Financial Daily from THE HINDU group of publications
Wednesday, Jul 17, 2002
Agri-Biz & Commodities
`Sea bass farming has plenty of scope'
KOCHI, July 16
AFTER the overwhelming response to prawn aquaculture, the Marine Products Export Development Authority (MPEDA) in association with Central Institute of Brackishwater Aquaculture (CIBA) and Department of Primary Industries of Australia is successfully ushering in sea bass farming along the Indian coast.
Sea bass - known locally as kalanchi - is not only widely accepted locally but has a fair amount of export potential, Mr Jose Cyriac, Chairman of MPEDA, told Business Line.
The project was initiated by the Rajiv Gandhi Centre for Aquaculture at Myladuthurai, which comes under MPEDA.
The project has already established a sea bass hatchery at Sirkazhi in Nagapattinam district in Tamil Nadu.
The laboratory project was initiated by CIBA and the actual implementation is being pursued at Sirkazhi.
The project started out with 29 brooders which were caught from the wild, but they refused to feed in captivity.

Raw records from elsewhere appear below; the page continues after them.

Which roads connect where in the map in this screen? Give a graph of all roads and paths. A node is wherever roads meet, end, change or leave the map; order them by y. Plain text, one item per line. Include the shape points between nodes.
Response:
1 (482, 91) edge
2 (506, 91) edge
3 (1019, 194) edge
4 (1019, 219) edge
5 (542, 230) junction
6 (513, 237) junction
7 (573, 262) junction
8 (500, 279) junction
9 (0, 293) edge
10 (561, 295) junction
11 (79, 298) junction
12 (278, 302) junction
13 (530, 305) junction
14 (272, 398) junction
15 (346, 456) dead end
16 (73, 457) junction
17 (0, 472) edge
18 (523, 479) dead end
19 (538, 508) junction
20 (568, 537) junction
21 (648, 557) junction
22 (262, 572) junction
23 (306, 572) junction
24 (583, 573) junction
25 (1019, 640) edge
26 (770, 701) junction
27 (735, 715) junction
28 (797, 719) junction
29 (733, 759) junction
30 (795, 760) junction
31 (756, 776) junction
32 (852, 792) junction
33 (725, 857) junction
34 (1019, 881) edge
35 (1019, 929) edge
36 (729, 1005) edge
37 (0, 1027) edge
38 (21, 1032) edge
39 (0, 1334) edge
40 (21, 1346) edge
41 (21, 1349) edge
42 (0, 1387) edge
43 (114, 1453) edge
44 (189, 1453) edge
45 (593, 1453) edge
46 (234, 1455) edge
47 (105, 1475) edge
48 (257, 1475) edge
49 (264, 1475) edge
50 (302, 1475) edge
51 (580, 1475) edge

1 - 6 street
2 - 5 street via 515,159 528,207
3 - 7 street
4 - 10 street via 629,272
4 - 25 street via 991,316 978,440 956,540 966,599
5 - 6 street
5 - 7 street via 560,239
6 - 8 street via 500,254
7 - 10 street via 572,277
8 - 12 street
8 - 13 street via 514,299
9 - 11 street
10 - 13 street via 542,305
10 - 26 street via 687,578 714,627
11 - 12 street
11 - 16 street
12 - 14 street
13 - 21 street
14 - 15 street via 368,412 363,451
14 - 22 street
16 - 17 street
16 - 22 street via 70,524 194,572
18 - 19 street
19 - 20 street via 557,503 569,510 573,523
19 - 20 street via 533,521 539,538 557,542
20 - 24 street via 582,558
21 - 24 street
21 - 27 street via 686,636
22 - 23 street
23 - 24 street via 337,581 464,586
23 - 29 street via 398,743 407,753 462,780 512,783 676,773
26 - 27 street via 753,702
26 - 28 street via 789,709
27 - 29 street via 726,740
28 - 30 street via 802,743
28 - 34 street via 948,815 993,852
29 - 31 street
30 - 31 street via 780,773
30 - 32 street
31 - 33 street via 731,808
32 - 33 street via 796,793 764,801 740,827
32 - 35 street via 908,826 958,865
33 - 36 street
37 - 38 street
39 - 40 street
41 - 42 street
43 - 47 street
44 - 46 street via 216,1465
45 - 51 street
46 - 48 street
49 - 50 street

Their diet in the wild was most often live fish.
A weaning process was set in motion when their diet was transformed from live tilapia to dead sardines. The brooders were soon injected with hormones and they laid eggs. The eggs were hatched at the Sirkazhi hatchery and were reared to fingerling size, fit for commercial sale. The process of transformation from eggs to fingerling size was accomplished within 25 days, Mr Cyriac said.
With the prevailing cannibalism in the species, the grow-out stages also posed new problems. The growth stages were pursued at the sea bass demonstration farm at Karaikal.
It was at this stage that the Department of Primary Industries, Australia stepped in and helped with the project.
Dr Mike Rimmer and Dr Les Rodgers of the department helped ensure that the least amount of cannibalism prevailed among this commercially valuable species.
Cages were introduced into the ponds at Karaikal so that only sea bass of approximately the same size grew in the same cages. This reduced the risk of cannibalism to a great extent.
Another major problem was that the brooders lay eggs only for four months of the year.
The Australians have said that if certain conditions are provided, it would result in extending the productive span from the current four months to eight months.